Они ехали мощёными киевскими улицами — встречные, прижимаясь к домам, уступали дорогу, снимали шапки.
— Как много нового построили! — удивлялся Илья.
— Да мне всё это чужое, — признался Добрыня. — Я больше в Новгороде.
— И мне всё чужое, — сказал Илья. — Весь мир от меня отодвинулся.
— Знаю, — сказал Добрыня. — Мне сказывали всё... Чего делать-то будешь?
— В монастырь пойду.
— Так тебя князь и отпустил!
— Да на что я ему? Старый уже. Изранен весь.
— Ты — старый? — засмеялся наполовину беззубым ртом Добрыня. — Да ты меня много как моложее! Тебе ещё служить и служить...
— Охоты не стало. Тяготит меня мир сей.
— Теперь служи без охоты! И я, как ношу тяжкую, службу несу. Устал, — согласился Добрыня. — А что поделаешь? На молодёжь падежа плохая. Все они с рыву да с маху делать хотят. Так прочно не будет!

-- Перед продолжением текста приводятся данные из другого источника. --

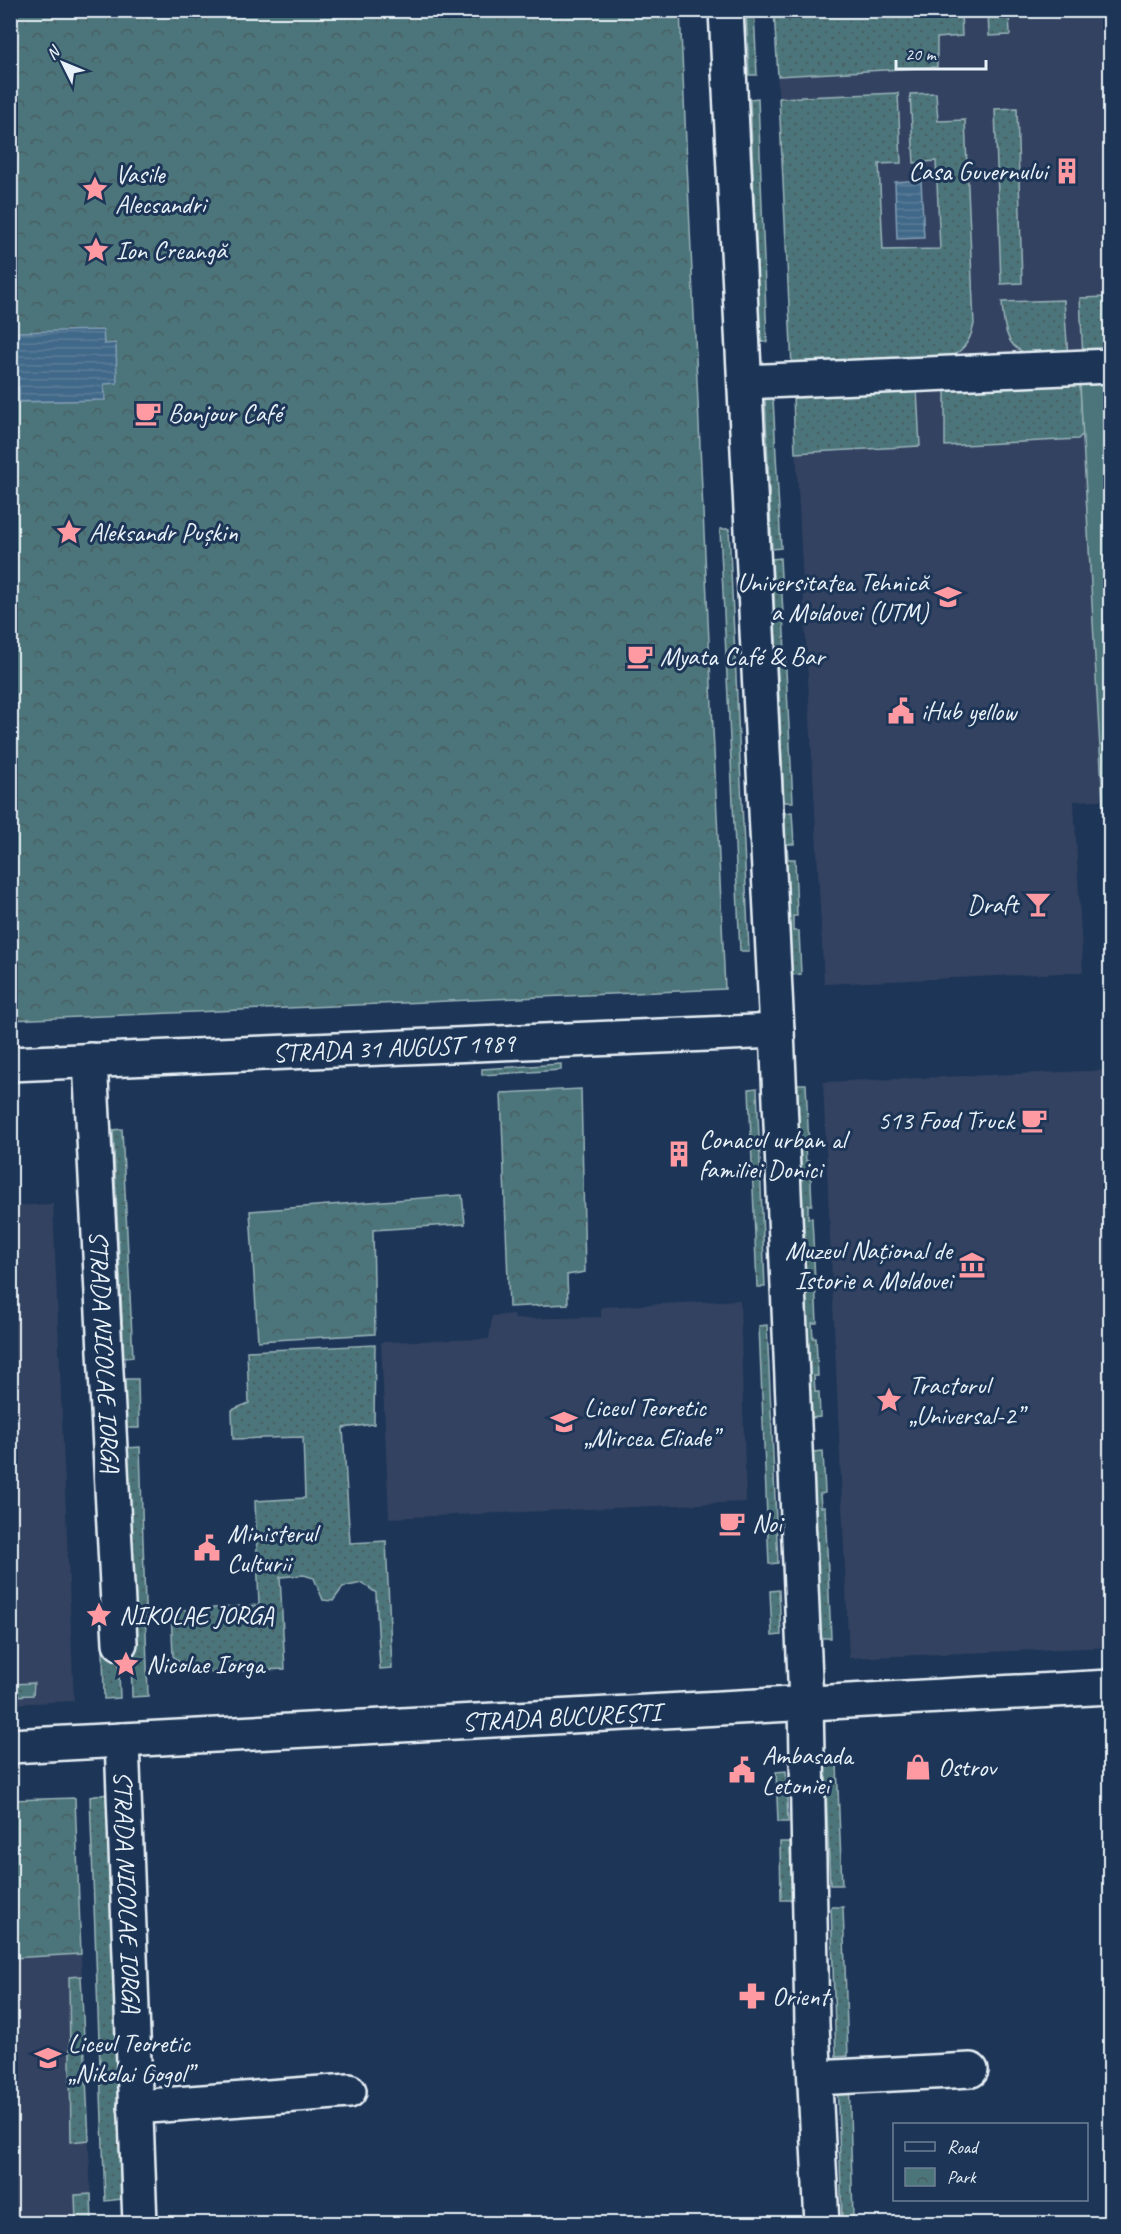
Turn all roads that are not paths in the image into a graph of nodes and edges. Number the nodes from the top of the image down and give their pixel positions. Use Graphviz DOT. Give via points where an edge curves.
graph roads {
  1 [pos="726,10"];
  2 [pos="1110,366"];
  3 [pos="745,382"];
  4 [pos="777,1031"];
  5 [pos="90,1060"];
  6 [pos="10,1064"];
  7 [pos="120,1643"];
  8 [pos="1110,1687"];
  9 [pos="806,1702"];
  10 [pos="122,1740"];
  11 [pos="10,1746"];
  12 [pos="971,2070"];
  13 [pos="815,2078"];
  14 [pos="349,2091"];
  15 [pos="135,2107"];
  16 [pos="140,2223"];
  17 [pos="822,2223"];
  1 -- 3 [label="main road"];
  2 -- 3 [label="main road"];
  3 -- 4 [label="main road"];
  4 -- 5 [label="main road, STRADA 31 AUGUST 1989"];
  4 -- 9 [label="main road"];
  5 -- 6 [label="main road, STRADA 31 AUGUST 1989"];
  5 -- 7 [label="main road, STRADA NICOLAE IORGA"];
  8 -- 9 [label="main road, STRADA BUCUREȘTI"];
  9 -- 10 [label="main road, STRADA BUCUREȘTI"];
  9 -- 13 [label="main road"];
  10 -- 11 [label="main road, STRADA BUCUREȘTI"];
  10 -- 15 [label="main road, STRADA NICOLAE IORGA"];
  12 -- 13 [label="main road"];
  13 -- 17 [label="main road"];
  14 -- 15 [label="main road"];
  15 -- 16 [label="main road, STRADA NICOLAE IORGA"];
}
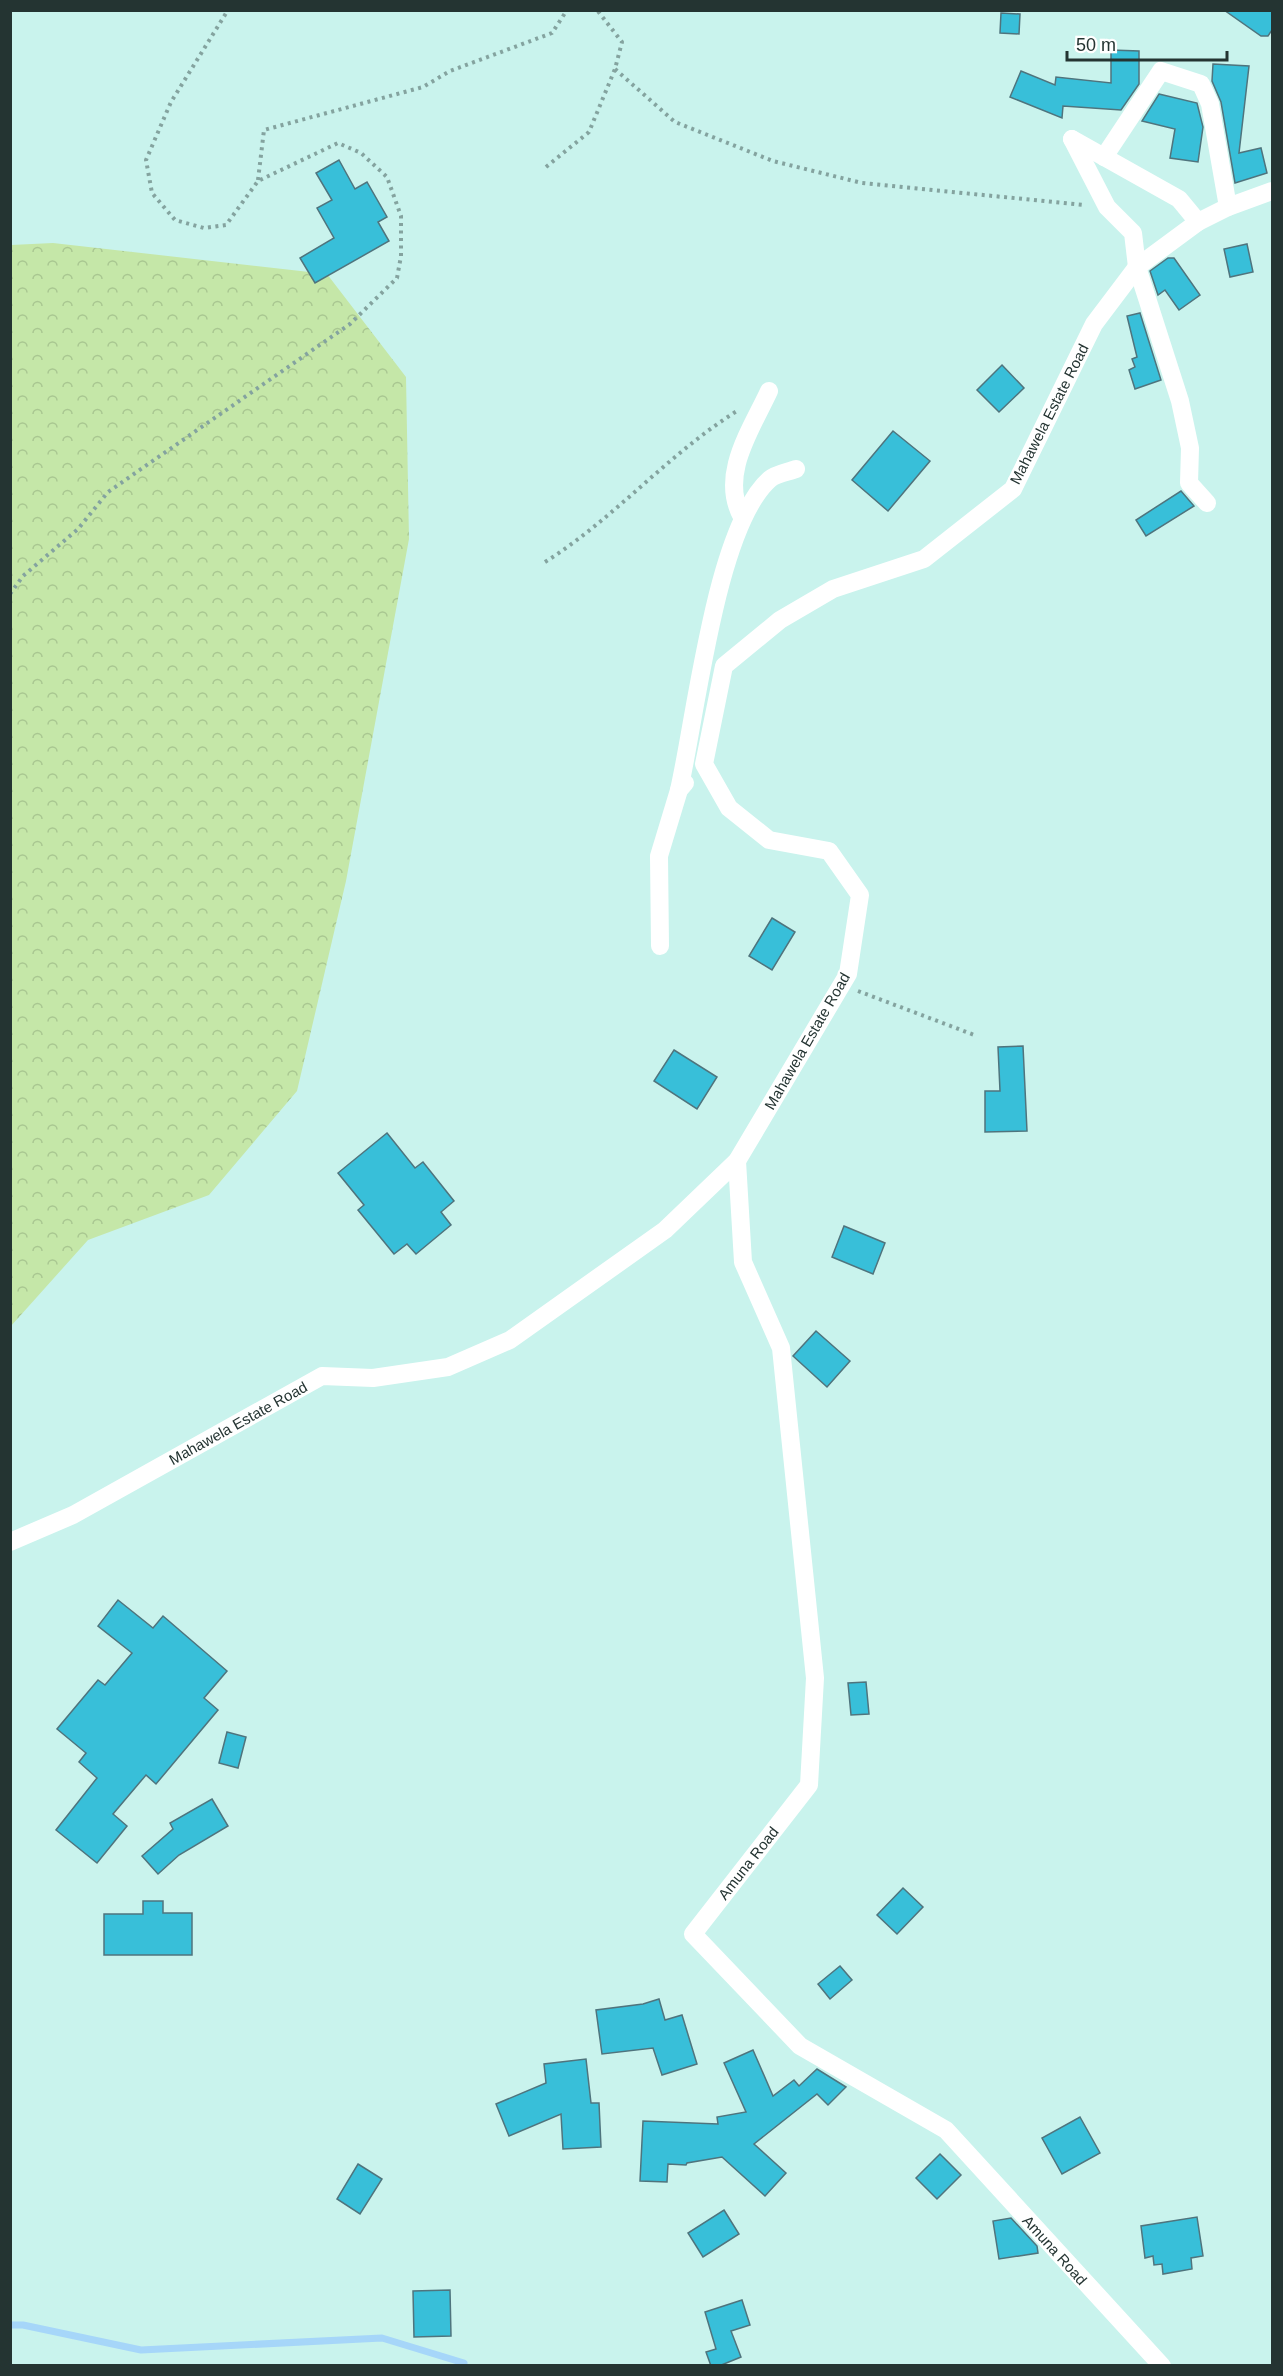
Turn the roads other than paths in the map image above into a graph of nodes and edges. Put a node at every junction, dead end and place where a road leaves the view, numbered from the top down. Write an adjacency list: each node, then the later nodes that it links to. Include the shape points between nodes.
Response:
1 (1104, 157): 3 (street, via 1161,71 1201,84 1210,104); 4 (street, via 1179,199); 5 (street, via 1072,140 1107,207 1133,233)
2 (1272, 191): 3 (street, Mahawela Estate Road)
3 (1228, 207): 4 (street, Mahawela Estate Road)
4 (1198, 222): 5 (street, Mahawela Estate Road)
5 (1137, 267): 8 (street, via 1180,401 1190,448 1189,483); 10 (street, Mahawela Estate Road, via 1094,324 1013,489 924,559 833,589 780,620 724,666)
6 (769, 391): 9 (street, via 733,469 734,502)
7 (795, 469): 9 (street, via 771,479)
8 (1207, 503)
9 (742, 517): 11 (street, via 716,599)
10 (704, 764): 11 (street); 13 (street, Mahawela Estate Road, via 729,808 769,840 829,851 860,895 848,974)
11 (679, 790): 12 (street, via 659,856)
12 (660, 946)
13 (737, 1161): 14 (street, Mahawela Estate Road, via 665,1230 510,1340 448,1368 373,1378 322,1376 73,1515); 15 (street, Amuna Road, via 743,1262 781,1348 815,1678 809,1785 693,1934 800,2046 946,2130)
14 (10, 1542)
15 (1162, 2366)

— Э... — засмеялся Илья. — Раз молодых ругать начал, значит, и вправду постарел ты, Добрынюшка!
— А за что их хвалить-то?
— Да ты не хвали и не ругай. Они — другие! Потому тебе и не по нраву. А у них своя жизнь и своя судьба.
— Как-то всё не так, как надо, делается, — не унимался Добрыня.
— Один Господь ведает, как надо, — сказал Илья и, помолчав, добавил: — Это не молодые плохи сделались, это наше время с тобою кончается.
Они расстались у княжеского терема, где были накрыты широкие столы для воевод, вернувшихся из похода.
«Пировать в Киеве не разучились», — подумалось Илье. И стало чуть смешно, как это прежде он хотел бывать на пирах, как волновался, хотя и вида не показывал, где укажут ему сидеть. Припомнил, как ругались и даже дрались между собой воеводы да бояре — кому выше сидеть, кому ниже. Смешно и неловко вспоминать.
Теперь всё это Илье было не нужно. Знал, что будет самым большим почётом окружён, да на что ему почёт этот?
Он поехал на свой двор. Усадьба его радением верных челядинов была благоустроена и расширилась. Чему Муромец не обрадовался, потому что двор стал совсем не таким, как в те поры, когда сидели они на завалинке с Марьюшкой, а Дарьюшка скакала с подружками через верёвочку. Всё было новым и хотя исправным, крепким, но чужим.